Покойный ректор служил лейтенантом в его батальоне. Военный сказал об этом как бы мимоходом, чтобы собравшиеся знали, что привело его сегодня к ним. Переждан минутку, он отошел от микрофона, и, хотя говорил очень тихо, никто в зале не напомнил ему о микрофоне – всем было ясно: то, что рассказывал он, в микрофон говорить нельзя. О таком можно рассказывать только тихо, душевно, как он:
– Мне тоже скоро шестьдесят, и боюсь, что мне уже не придется приглашать к себе товарищей-сверстников. С каждым днем мое поколение редеет. О ком ни вспомню, того уже нет среди нас. Некоторые из нас не встретят свое шестидесятилетие, как не встретил его и ваш ректор.
И я чувствую себя как-то неловко, даже стыжусь, что мне повезло больше других!
Уриэль знал, что среди собравшихся ни один человек не воспринял слова военного иначе, чем он, Уриэль, и ни у кого не возникло и тени подозрения, что тот рисуется перед аудиторией.
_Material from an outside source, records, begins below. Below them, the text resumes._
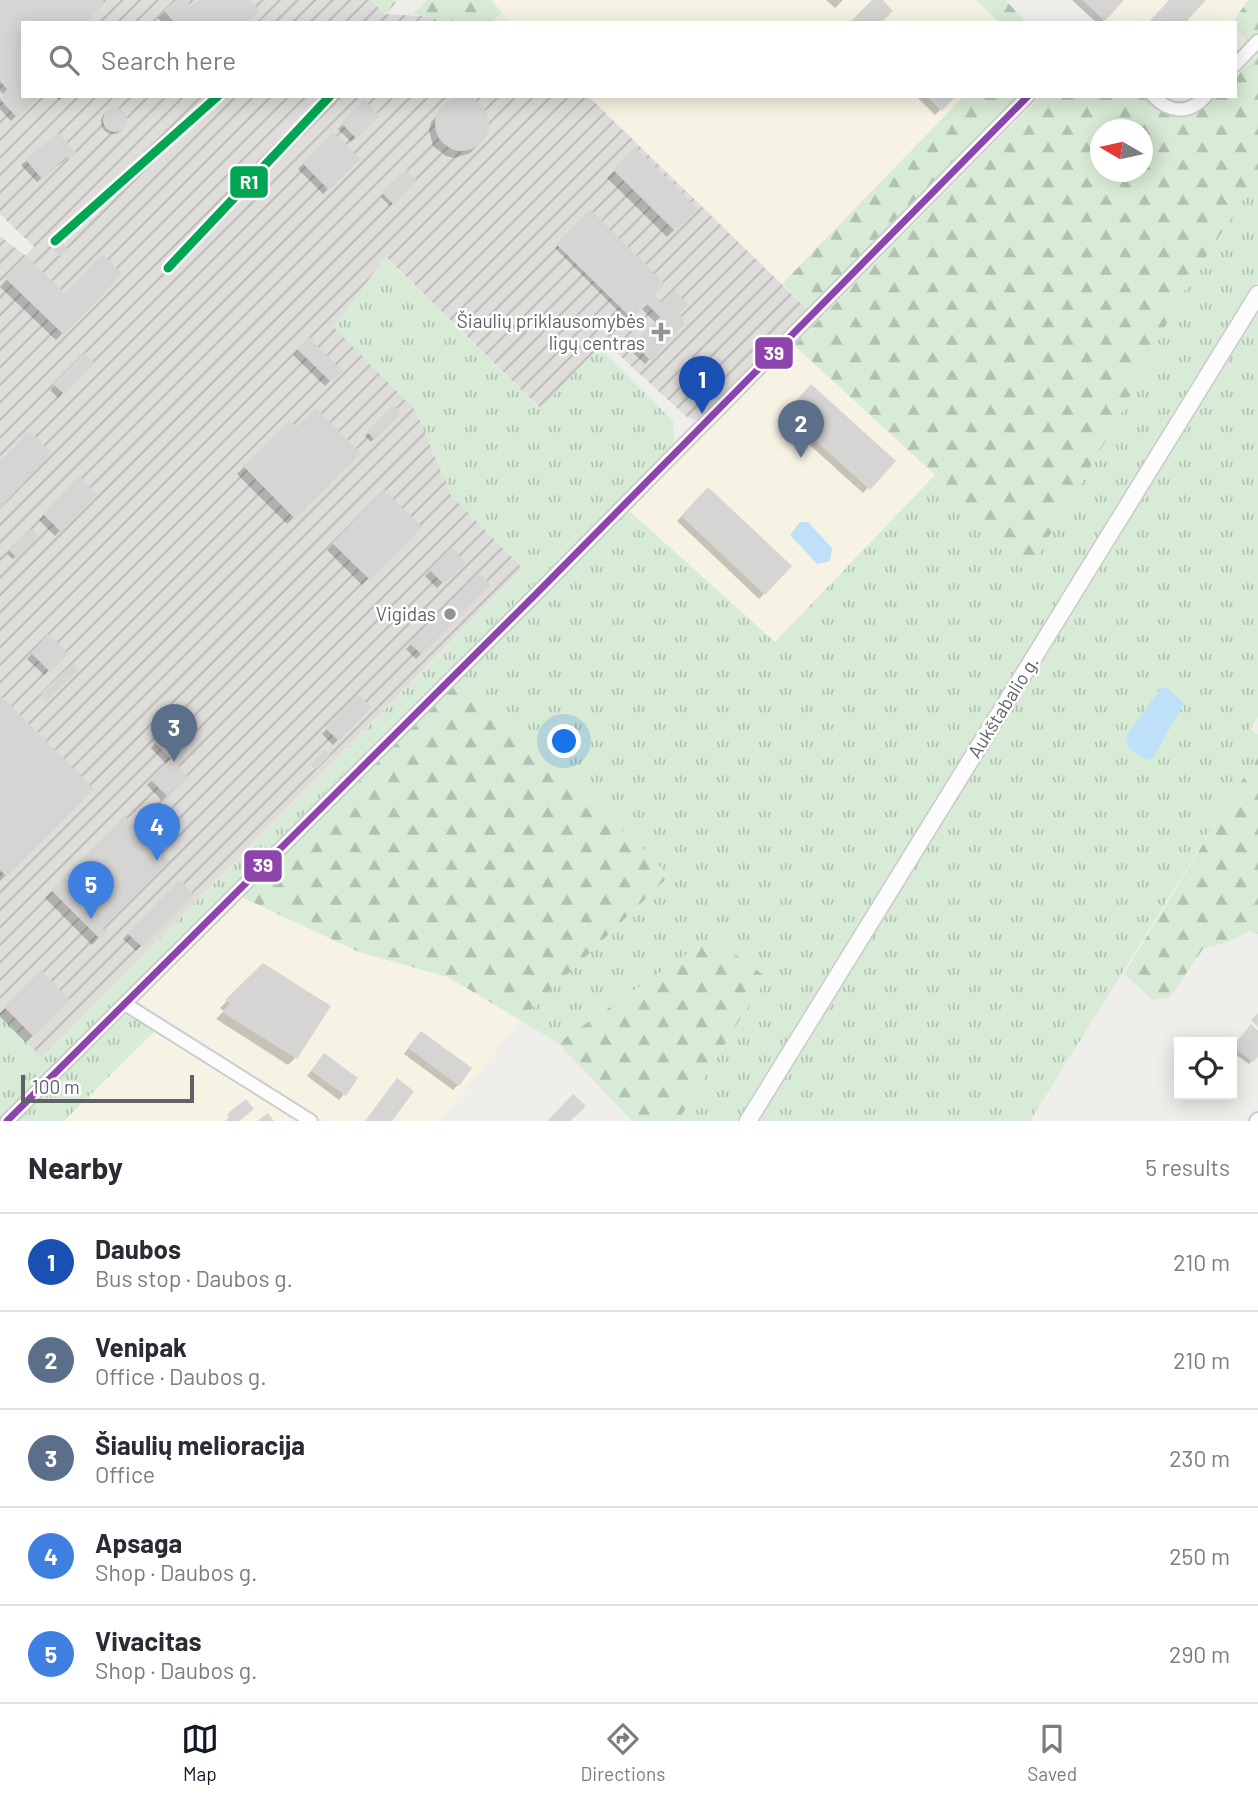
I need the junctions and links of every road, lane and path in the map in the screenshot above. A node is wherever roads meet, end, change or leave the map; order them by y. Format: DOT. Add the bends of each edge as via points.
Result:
graph roads {
  1 [pos="1258,41"];
  2 [pos="1237,63"];
  3 [pos="1026,98"];
  4 [pos="1155,98"];
  5 [pos="1203,98"];
  6 [pos="1258,294"];
  7 [pos="125,1004"];
  8 [pos="7,1121"];
  9 [pos="311,1121"];
  10 [pos="748,1121"];
  1 -- 2 [label="street"];
  3 -- 7 [label="street"];
  4 -- 5 [label="street" via="1178,111"];
  6 -- 10 [label="main road, Aukštabalio g."];
  7 -- 8 [label="street"];
  7 -- 9 [label="street"];
}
Уриэль понял, что единственным желанием этого человека было напомнить молодежи, которой, возможно, удастся присутствовать на своих восьмидесятилетних, а то и девяностолетних юбилеях, о том поколении, где даже пятидесятилетние считают себя счастливчиками.
Собственно, и он, Уриэль, мог бы сказать так о себе.
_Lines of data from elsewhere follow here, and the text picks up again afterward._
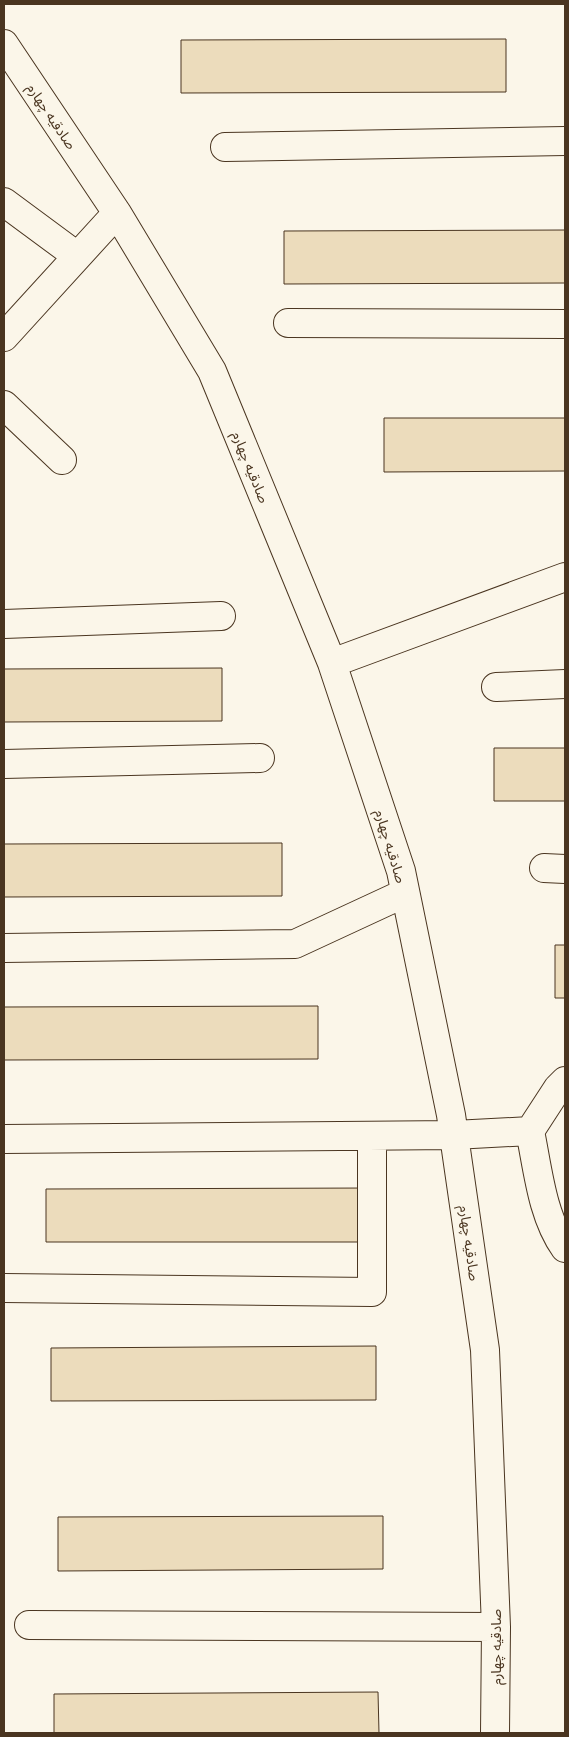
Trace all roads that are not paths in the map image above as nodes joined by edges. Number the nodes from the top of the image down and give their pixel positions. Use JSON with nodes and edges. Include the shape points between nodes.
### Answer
{"nodes":[{"id":1,"x":6,"y":52,"type":"edge"},
{"id":2,"x":565,"y":141,"type":"edge"},
{"id":3,"x":224,"y":147,"type":"dead end"},
{"id":4,"x":4,"y":202,"type":"edge"},
{"id":5,"x":117,"y":213,"type":"junction"},
{"id":6,"x":77,"y":256,"type":"junction"},
{"id":7,"x":288,"y":322,"type":"dead end"},
{"id":8,"x":565,"y":324,"type":"edge"},
{"id":9,"x":4,"y":337,"type":"edge"},
{"id":10,"x":4,"y":404,"type":"edge"},
{"id":11,"x":62,"y":460,"type":"dead end"},
{"id":12,"x":565,"y":577,"type":"edge"},
{"id":13,"x":221,"y":616,"type":"dead end"},
{"id":14,"x":4,"y":624,"type":"edge"},
{"id":15,"x":332,"y":663,"type":"junction"},
{"id":16,"x":565,"y":684,"type":"edge"},
{"id":17,"x":496,"y":687,"type":"dead end"},
{"id":18,"x":260,"y":758,"type":"dead end"},
{"id":19,"x":4,"y":764,"type":"edge"},
{"id":20,"x":405,"y":893,"type":"junction"},
{"id":21,"x":4,"y":948,"type":"edge"},
{"id":22,"x":565,"y":1082,"type":"edge"},
{"id":23,"x":530,"y":1131,"type":"junction"},
{"id":24,"x":454,"y":1135,"type":"junction"},
{"id":25,"x":372,"y":1136,"type":"junction"},
{"id":26,"x":4,"y":1138,"type":"edge"},
{"id":27,"x":565,"y":1248,"type":"edge"},
{"id":28,"x":4,"y":1288,"type":"edge"},
{"id":29,"x":29,"y":1625,"type":"dead end"},
{"id":30,"x":496,"y":1627,"type":"junction"},
{"id":31,"x":495,"y":1733,"type":"edge"}],
"edges":[{"from":1,"to":5,"type":"street","name":"صادقیه چهارم"},
{"from":2,"to":3,"type":"street"},
{"from":4,"to":6,"type":"street"},
{"from":5,"to":6,"type":"street"},
{"from":5,"to":15,"type":"street","name":"صادقیه چهارم","via":[[212,371]]},
{"from":6,"to":9,"type":"street"},
{"from":7,"to":8,"type":"street"},
{"from":10,"to":11,"type":"street"},
{"from":12,"to":15,"type":"street"},
{"from":13,"to":14,"type":"street"},
{"from":15,"to":20,"type":"street","name":"صادقیه چهارم","via":[[401,871]]},
{"from":16,"to":17,"type":"street"},
{"from":18,"to":19,"type":"street"},
{"from":20,"to":21,"type":"street","via":[[296,944]]},
{"from":20,"to":24,"type":"street","name":"صادقیه چهارم"},
{"from":22,"to":23,"type":"street"},
{"from":23,"to":24,"type":"street"},
{"from":23,"to":27,"type":"street","via":[[544,1201],[557,1237]]},
{"from":24,"to":25,"type":"street"},
{"from":24,"to":30,"type":"street","name":"صادقیه چهارم","via":[[485,1350]]},
{"from":25,"to":26,"type":"street"},
{"from":25,"to":28,"type":"street","via":[[372,1292]]},
{"from":29,"to":30,"type":"street"},
{"from":30,"to":31,"type":"street","name":"صادقیه چهارم"}]}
Ему тоже скоро некого будет пригласить на свое пятидесятилетие, многих товарищей-сверстников уже нет на свете. Словно для его поколения все еще продолжается война. И хочешь не хочешь, а Уриэль, как и тот военный, временами ощущал каждый прожитый день как дар судьбы. Но от этого он не чувствовал себя старше. И так же, как тогда, когда он впервые провожал Риту домой, никто не поверил бы, что ему пошел уже пятый десяток, так и теперь никто не верит, что ему скоро пятьдесят. Иначе институт, конечно, не послал бы его руководить практикой студентов на шахтах. Уриэль уверен, что если ему опять придется скрываться от самого себя, отправившись с геологами в далекий и долгий поход, то у них в институте это никого не удивит и никому даже в голову не придет спрашивать, не считает ли он, что не в том он уже возрасте, чтобы лазать по горам, ночевать в палатке, недоедать и недосыпать. Ему порой и самому странно, почему, непонятно отчего, он ощущает в себе такие силы, что ему кажется, будто год его рождения записан неправильно, как это нередко случалось в местечках. На самом деле он должен быть моложе и принадлежать к самым молодым из того поколения, о котором говорил на вечере военный.
Боль словно заключила с ним уговор, как только он вернется сюда, к письменному столу, она вновь положит его под пресс. Убегая от невыносимой боли, Уриэль мысленно вернулся от письменного стола в своем кабинете на восьмом этаже к окошку в купе скорого поезда.